Page MenuHomePhabricator

(Need by Aug 1) rack/setup/install dumpsdata1003.eqiad.wmnet
Closed, ResolvedPublic

Description

This task will track the racking/setup/installation of dumpsdata1003.eqiad.wmnet. This is an expansion of the service cluster, so no servers will be decommissioned as a result of this deployment.

Hostnames: dumpsdata1003
Racking Proposal: Avoid sharing a rack/row with existing, so place in row A or row C (as dumpsdata1001 is in B8 and dumpsdata1002 is in D1.
Networking/Subnet/IP: internal private subnet for the row, no 10G required at this time.
Partitioning/Raid: Setup identical to existing dumpsdata systems, OS on dual small disks and large raid10 array for the rest.

dumpsdata1003:

  • - receive in system on procurement task T226540
  • - rack system with proposed racking plan (see above) & update netbox (include all system info plus location, state of planned) - seems this is already in netbox on https://netbox.wikimedia.org/dcim/devices/2255/ but needs the racking location updated when it is racked.
  • - bios/drac/serial setup/testing
  • - mgmt dns entries added for both asset tag and hostname
  • - network port setup (description, enable, vlan)
    • end on-site specific steps
  • - production dns entries added
  • - operations/puppet update (install_server at minimum, other files if possible)
  • - OS installation
  • - puppet accept/initial run (with role:spare)
  • - host state in netbox set to staged
  • - handoff for service implementation
  • - service implementer changes from 'staged' status to 'active' status in netbox'

Event Timeline

RobH triaged this task as Medium priority.Sep 27 2019, 5:45 PM
RobH created this task.
RobH added a parent task: Unknown Object (Task).Sep 27 2019, 5:45 PM
RobH moved this task from Backlog to Racking Tasks on the ops-eqiad board.
RobH updated the task description. (Show Details)

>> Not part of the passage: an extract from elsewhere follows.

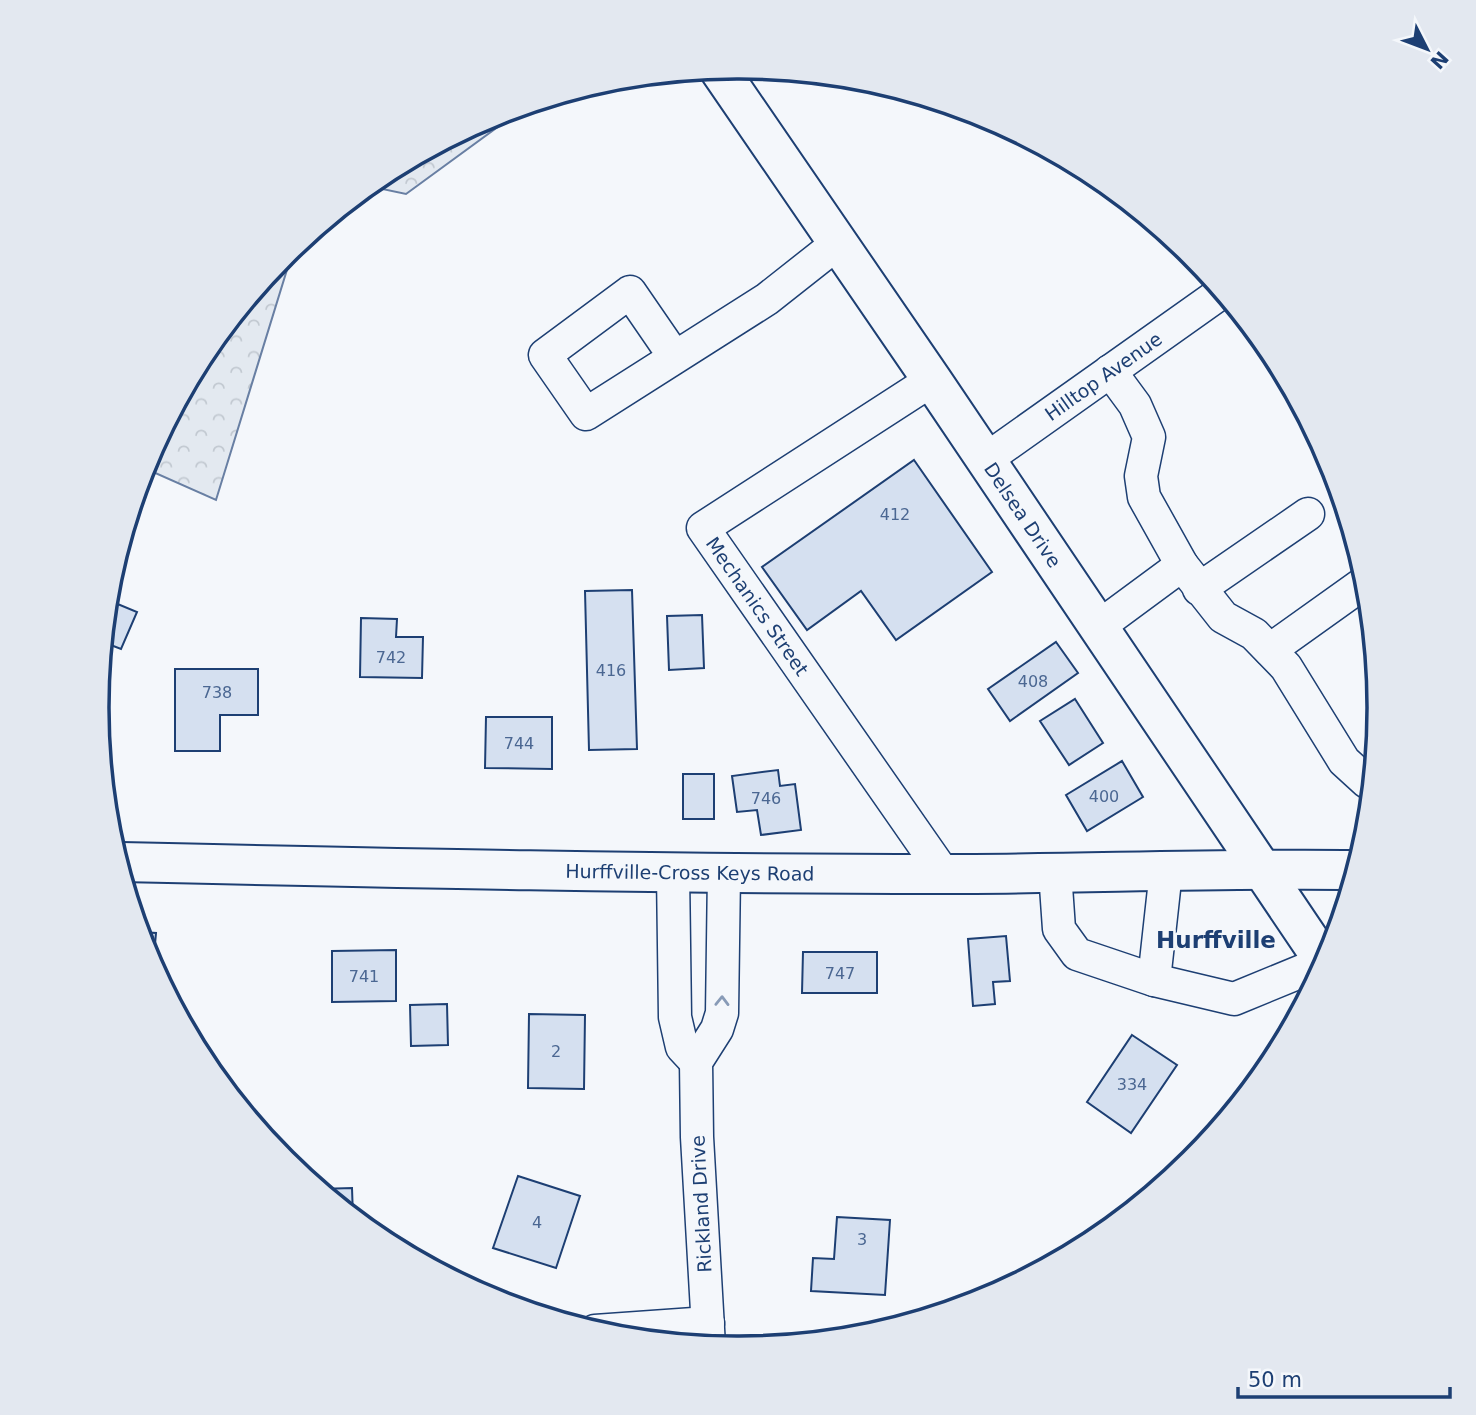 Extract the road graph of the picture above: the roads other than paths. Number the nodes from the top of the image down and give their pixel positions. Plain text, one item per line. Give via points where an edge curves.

I'd like to request that both eth interfaces be cabled, as I'd like to try to set up bonding for this host.

racked and cabled host updated netbox

As far as the base install, I'd like buster on it, and just one interface active. It's more important to get this done soon(and with buster) than to have bonding worked out. The raid setup should look like the raid on the existing dumpsdata servers.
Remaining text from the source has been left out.